Work request = Give back the entries that follow exactly as written. Any picture gets left out.

Source material =
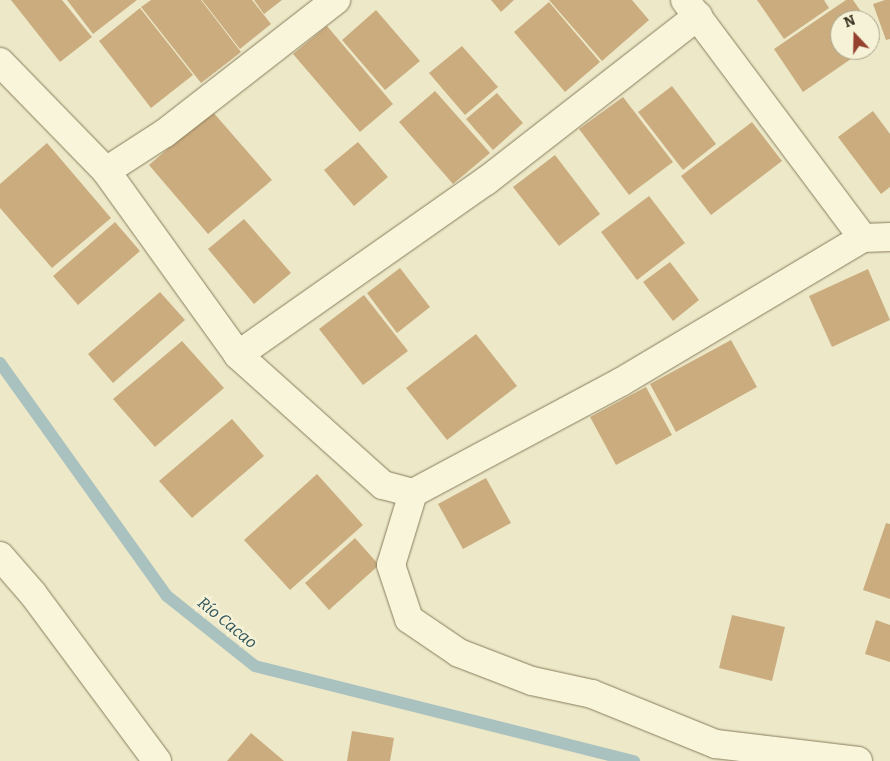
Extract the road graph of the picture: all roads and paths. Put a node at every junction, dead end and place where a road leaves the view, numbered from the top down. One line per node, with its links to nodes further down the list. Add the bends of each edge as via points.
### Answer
1 (336, 0): 4 (street, via 165,133)
2 (692, 8): 6 (street); 7 (street, via 486,181)
3 (0, 62): 4 (street)
4 (106, 171): 7 (street)
5 (890, 237): 6 (street)
6 (863, 238): 8 (street, via 621,382)
7 (238, 355): 8 (street, via 383,485)
8 (414, 493): 10 (street, via 392,565 409,619 459,654 532,681 592,694 716,744)
9 (0, 556): 11 (street, via 33,594)
10 (825, 759): 12 (street)
11 (156, 761)
12 (858, 761)

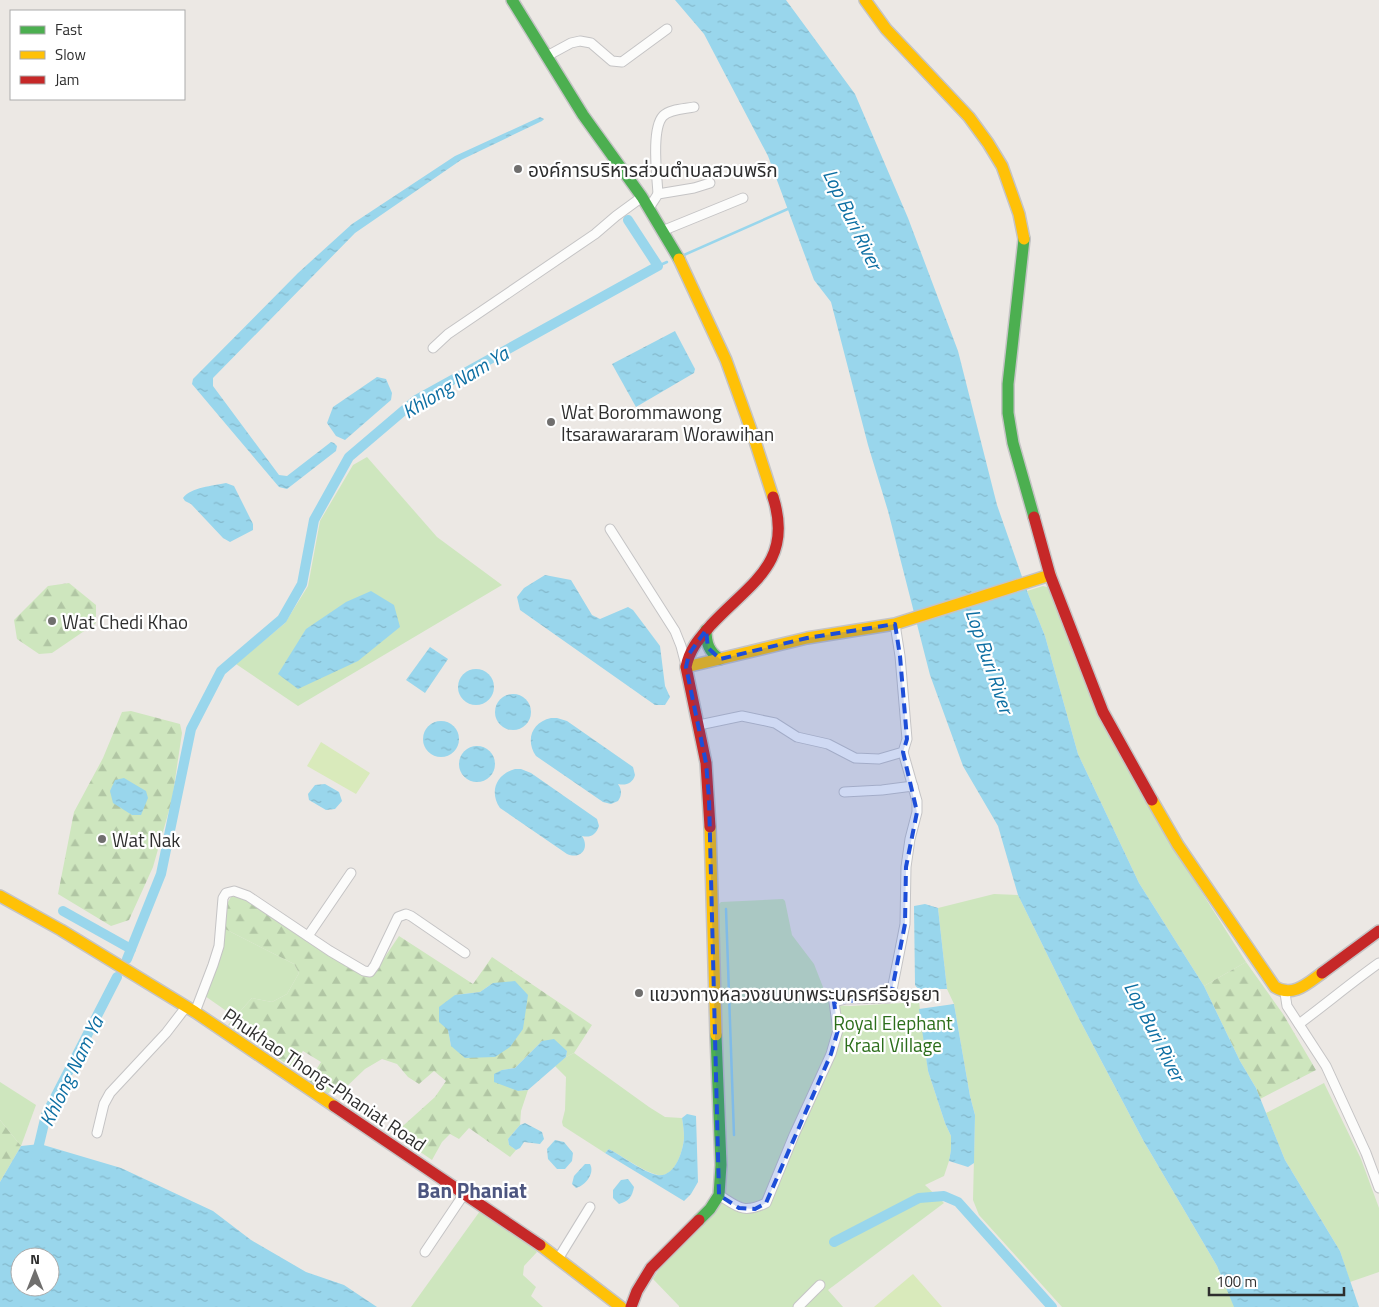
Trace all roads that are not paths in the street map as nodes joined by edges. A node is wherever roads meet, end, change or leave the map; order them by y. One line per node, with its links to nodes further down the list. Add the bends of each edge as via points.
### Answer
1 (512, 0): 4 (street)
2 (865, 0): 14 (street, via 886,29 969,117 1002,166 1012,191 1024,238 1008,384 1008,413 1013,443)
3 (667, 29): 4 (street, via 622,62 612,61 591,43 580,41)
4 (547, 56): 8 (street, via 583,115)
5 (694, 107): 7 (street, via 669,112 658,127)
6 (710, 183): 7 (street)
7 (658, 194): 10 (street)
8 (642, 197): 10 (street); 12 (street, via 595,234 448,334)
9 (744, 198): 11 (street)
10 (649, 208): 11 (street)
11 (662, 231): 16 (street, via 684,266 726,360 776,507 778,534 770,562 759,578)
12 (433, 348)
13 (610, 529): 18 (street, via 675,631)
14 (1050, 575): 15 (street); 29 (street, via 1104,712 1178,845 1275,987)
15 (898, 622): 17 (street, via 807,638); 20 (street, via 908,739)
16 (706, 630): 17 (street, via 708,648); 18 (street, via 689,654)
17 (720, 659): 18 (street)
18 (686, 667): 19 (street)
19 (699, 725): 20 (street, via 742,716 775,723 797,737 828,744 855,758 879,759); 35 (street, via 709,798 721,1165)
20 (903, 752): 21 (street)
21 (913, 786): 22 (street); 35 (street, via 917,812 906,867 905,924 890,998 834,1002 838,1030 831,1054 766,1203 754,1209 739,1208)
22 (844, 792)
23 (351, 872): 26 (street)
24 (0, 896): 30 (street, Phukhao Thong-Phaniat Road)
25 (1379, 931): 29 (street, via 1303,987)
26 (308, 936): 27 (street, via 370,972 398,917 406,914); 30 (street, via 248,896 226,893 219,946)
27 (465, 953)
28 (1379, 963): 31 (street)
29 (1285, 993): 31 (street, via 1287,1006)
30 (190, 1010): 32 (street, via 110,1093); 34 (street, Phukhao Thong-Phaniat Road)
31 (1299, 1024): 33 (street, via 1326,1066)
32 (97, 1134)
33 (1379, 1188)
34 (464, 1194): 37 (street); 38 (street, Phukhao Thong-Phaniat Road)
35 (719, 1195): 41 (street, via 710,1210 651,1268)
36 (590, 1207): 38 (street)
37 (425, 1252)
38 (558, 1259): 40 (street, Phukhao Thong-Phaniat Road)
39 (820, 1285): 42 (street)
40 (621, 1307)
41 (631, 1307)
42 (798, 1307)

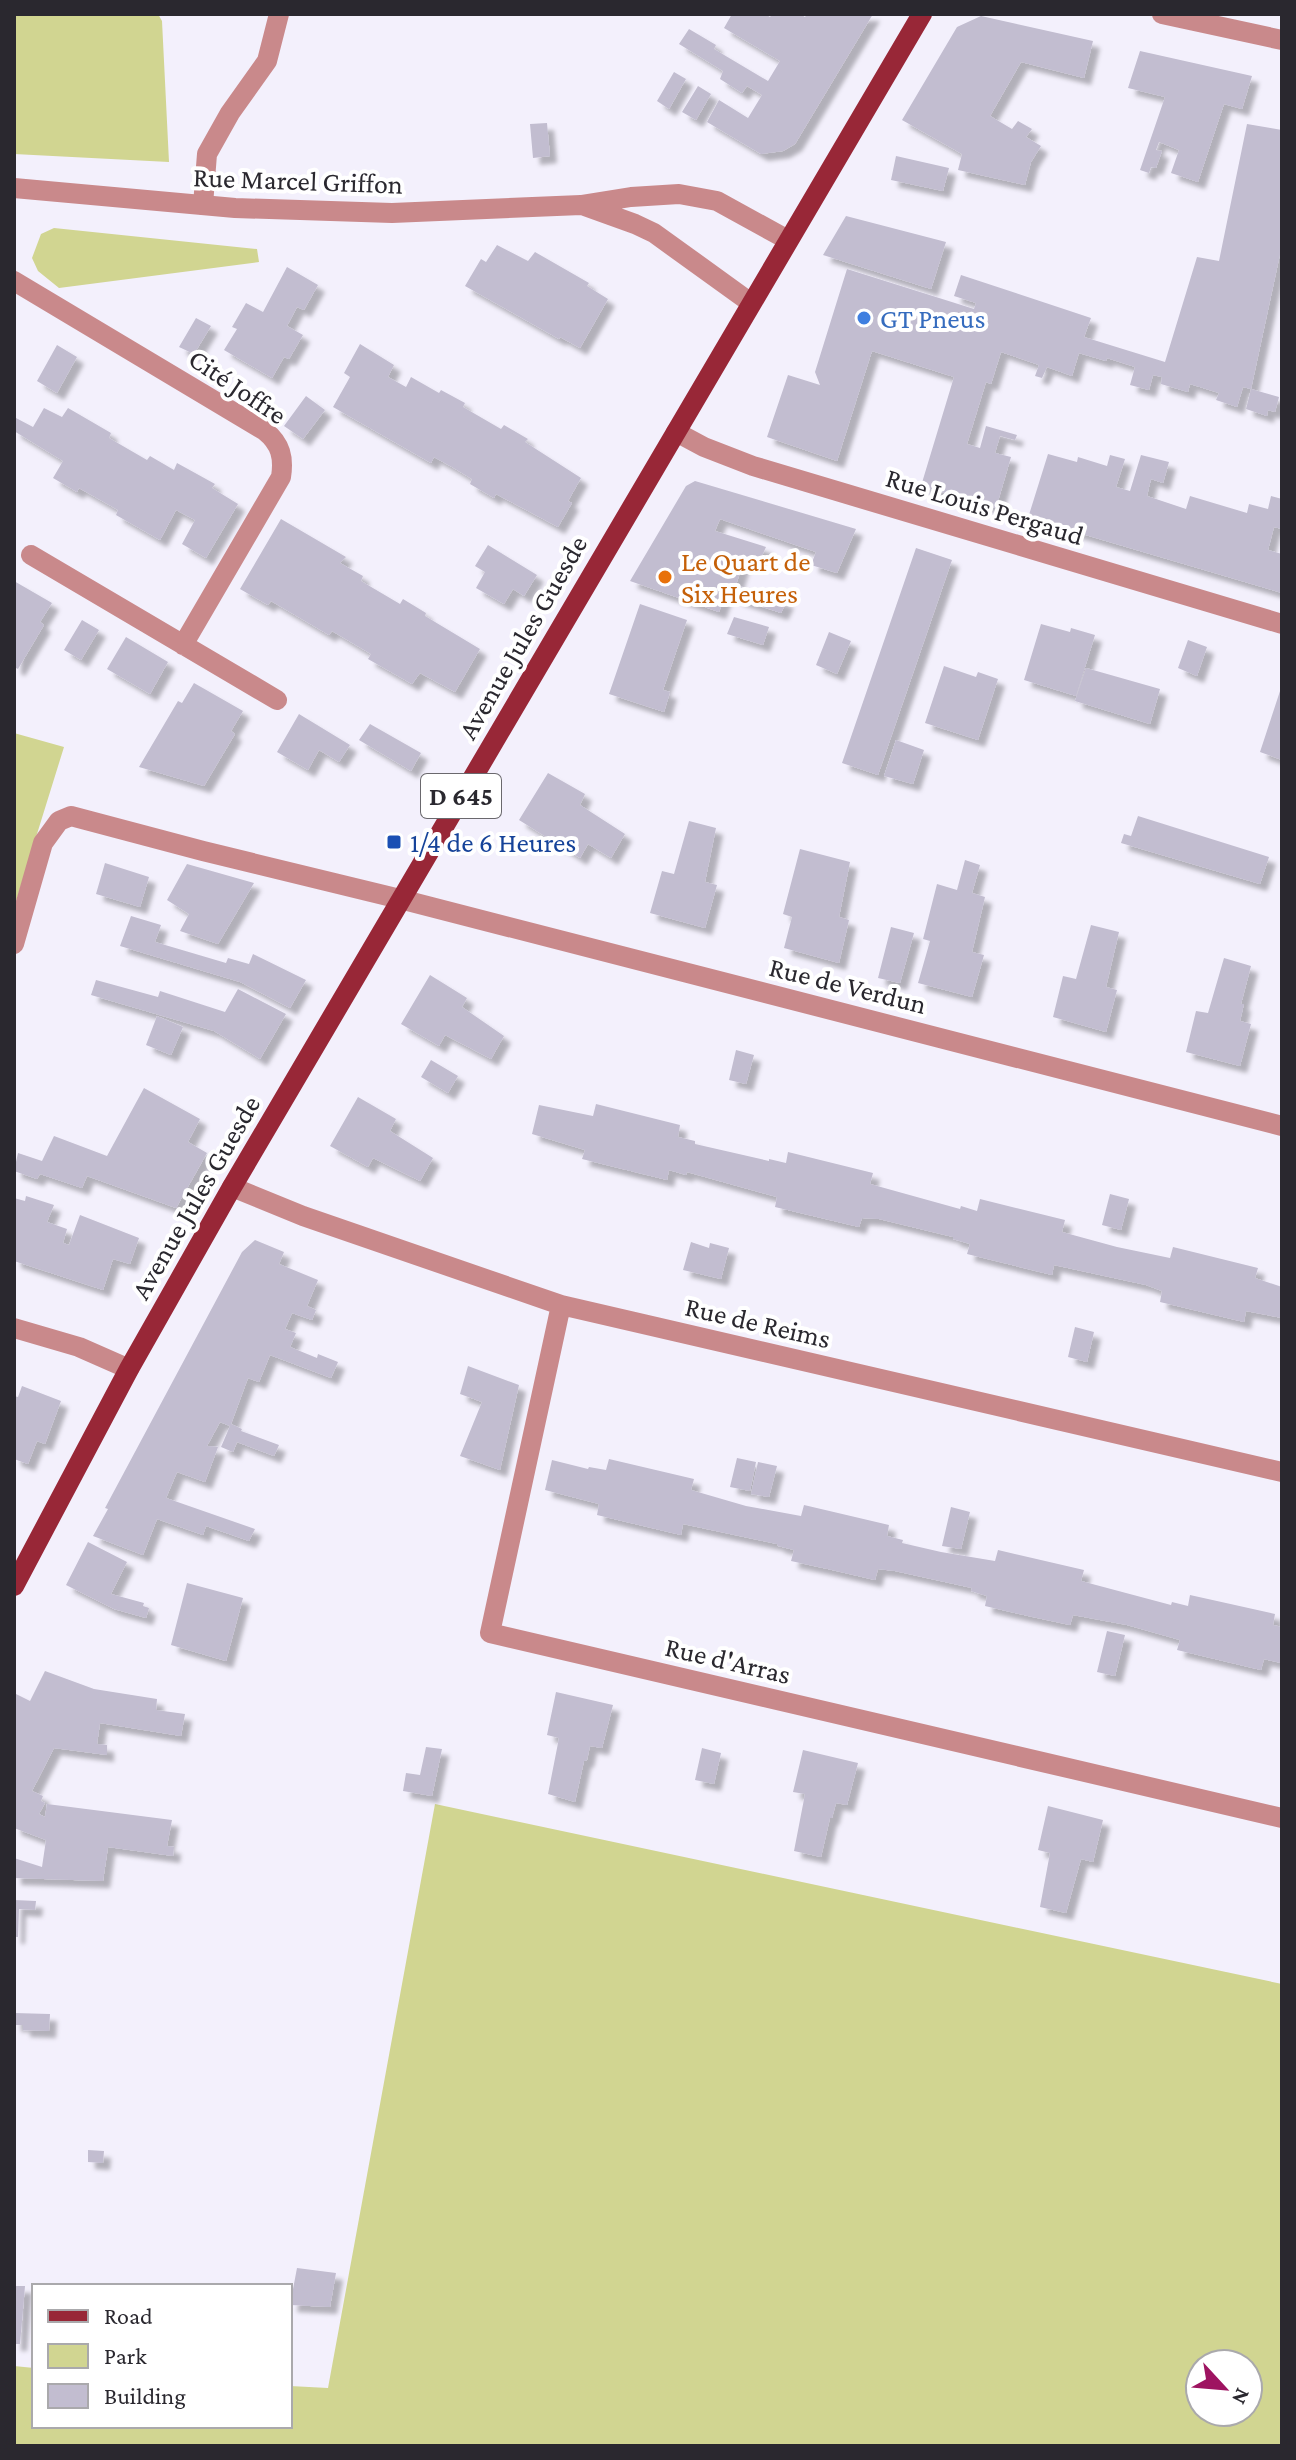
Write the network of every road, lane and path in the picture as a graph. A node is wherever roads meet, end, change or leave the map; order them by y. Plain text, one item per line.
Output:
1 (279, 14) edge
2 (922, 14) edge
3 (1162, 14) edge
4 (1282, 40) edge
5 (14, 188) edge
6 (203, 205) junction
7 (581, 205) junction
8 (788, 240) junction
9 (14, 281) edge
10 (751, 303) junction
11 (676, 432) junction
12 (31, 555) dead end
13 (1282, 624) edge
14 (183, 645) junction
15 (277, 700) dead end
16 (400, 899) junction
17 (14, 944) edge
18 (1282, 1126) edge
19 (232, 1187) junction
20 (561, 1305) junction
21 (14, 1328) edge
22 (129, 1369) junction
23 (1282, 1472) edge
24 (14, 1586) edge
25 (1282, 1818) edge

1 - 6 street
2 - 8 main road, Avenue Jules Guesde / D 645
3 - 4 street
5 - 6 street, Rue Marcel Griffon
6 - 7 street, Rue Marcel Griffon
7 - 8 street, Rue Marcel Griffon
7 - 10 street, Rue Marcel Griffon
8 - 10 main road, Avenue Jules Guesde / D 645
9 - 14 street, Cité Joffre
10 - 11 main road, Avenue Jules Guesde / D 645
11 - 13 street, Rue Louis Pergaud
11 - 16 main road, Avenue Jules Guesde / D 645
12 - 14 street
14 - 15 street
16 - 17 street, Rue de Verdun
16 - 18 street, Rue de Verdun
16 - 19 main road, Avenue Jules Guesde / D 645
19 - 20 street, Rue de Reims
19 - 22 main road, Avenue Jules Guesde / D 645
20 - 23 street, Rue de Reims
20 - 25 street, Rue d'Arras
21 - 22 street
22 - 24 main road, Avenue Jules Guesde / D 645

Output of the task =
Extract the road graph of the picture: all roads and paths. Put a node at every junction, dead end and place where a road leaves the view, numbered from the top down. One line per node, with its links to nodes further down the list. Add the bends of each edge as via points.
### Answer
1 (336, 0): 4 (street, via 165,133)
2 (692, 8): 6 (street); 7 (street, via 486,181)
3 (0, 62): 4 (street)
4 (106, 171): 7 (street)
5 (890, 237): 6 (street)
6 (863, 238): 8 (street, via 621,382)
7 (238, 355): 8 (street, via 383,485)
8 (414, 493): 10 (street, via 392,565 409,619 459,654 532,681 592,694 716,744)
9 (0, 556): 11 (street, via 33,594)
10 (825, 759): 12 (street)
11 (156, 761)
12 (858, 761)

Trace all roads that are not paths in the street map as nodes joined by edges. A node is wherever roads meet, end, change or leave the map; order them by y. One line per node, with its links to nodes further down the list. Add the bends of each edge as via points.
### Answer
1 (512, 0): 4 (street)
2 (865, 0): 14 (street, via 886,29 969,117 1002,166 1012,191 1024,238 1008,384 1008,413 1013,443)
3 (667, 29): 4 (street, via 622,62 612,61 591,43 580,41)
4 (547, 56): 8 (street, via 583,115)
5 (694, 107): 7 (street, via 669,112 658,127)
6 (710, 183): 7 (street)
7 (658, 194): 10 (street)
8 (642, 197): 10 (street); 12 (street, via 595,234 448,334)
9 (744, 198): 11 (street)
10 (649, 208): 11 (street)
11 (662, 231): 16 (street, via 684,266 726,360 776,507 778,534 770,562 759,578)
12 (433, 348)
13 (610, 529): 18 (street, via 675,631)
14 (1050, 575): 15 (street); 29 (street, via 1104,712 1178,845 1275,987)
15 (898, 622): 17 (street, via 807,638); 20 (street, via 908,739)
16 (706, 630): 17 (street, via 708,648); 18 (street, via 689,654)
17 (720, 659): 18 (street)
18 (686, 667): 19 (street)
19 (699, 725): 20 (street, via 742,716 775,723 797,737 828,744 855,758 879,759); 35 (street, via 709,798 721,1165)
20 (903, 752): 21 (street)
21 (913, 786): 22 (street); 35 (street, via 917,812 906,867 905,924 890,998 834,1002 838,1030 831,1054 766,1203 754,1209 739,1208)
22 (844, 792)
23 (351, 872): 26 (street)
24 (0, 896): 30 (street, Phukhao Thong-Phaniat Road)
25 (1379, 931): 29 (street, via 1303,987)
26 (308, 936): 27 (street, via 370,972 398,917 406,914); 30 (street, via 248,896 226,893 219,946)
27 (465, 953)
28 (1379, 963): 31 (street)
29 (1285, 993): 31 (street, via 1287,1006)
30 (190, 1010): 32 (street, via 110,1093); 34 (street, Phukhao Thong-Phaniat Road)
31 (1299, 1024): 33 (street, via 1326,1066)
32 (97, 1134)
33 (1379, 1188)
34 (464, 1194): 37 (street); 38 (street, Phukhao Thong-Phaniat Road)
35 (719, 1195): 41 (street, via 710,1210 651,1268)
36 (590, 1207): 38 (street)
37 (425, 1252)
38 (558, 1259): 40 (street, Phukhao Thong-Phaniat Road)
39 (820, 1285): 42 (street)
40 (621, 1307)
41 (631, 1307)
42 (798, 1307)

Write the network of every road, lane and path in the picture as a graph. A node is wherever roads meet, end, change or leave the map; order them by y. Plain text, one item per line.
Output:
1 (279, 14) edge
2 (922, 14) edge
3 (1162, 14) edge
4 (1282, 40) edge
5 (14, 188) edge
6 (203, 205) junction
7 (581, 205) junction
8 (788, 240) junction
9 (14, 281) edge
10 (751, 303) junction
11 (676, 432) junction
12 (31, 555) dead end
13 (1282, 624) edge
14 (183, 645) junction
15 (277, 700) dead end
16 (400, 899) junction
17 (14, 944) edge
18 (1282, 1126) edge
19 (232, 1187) junction
20 (561, 1305) junction
21 (14, 1328) edge
22 (129, 1369) junction
23 (1282, 1472) edge
24 (14, 1586) edge
25 (1282, 1818) edge

1 - 6 street
2 - 8 main road, Avenue Jules Guesde / D 645
3 - 4 street
5 - 6 street, Rue Marcel Griffon
6 - 7 street, Rue Marcel Griffon
7 - 8 street, Rue Marcel Griffon
7 - 10 street, Rue Marcel Griffon
8 - 10 main road, Avenue Jules Guesde / D 645
9 - 14 street, Cité Joffre
10 - 11 main road, Avenue Jules Guesde / D 645
11 - 13 street, Rue Louis Pergaud
11 - 16 main road, Avenue Jules Guesde / D 645
12 - 14 street
14 - 15 street
16 - 17 street, Rue de Verdun
16 - 18 street, Rue de Verdun
16 - 19 main road, Avenue Jules Guesde / D 645
19 - 20 street, Rue de Reims
19 - 22 main road, Avenue Jules Guesde / D 645
20 - 23 street, Rue de Reims
20 - 25 street, Rue d'Arras
21 - 22 street
22 - 24 main road, Avenue Jules Guesde / D 645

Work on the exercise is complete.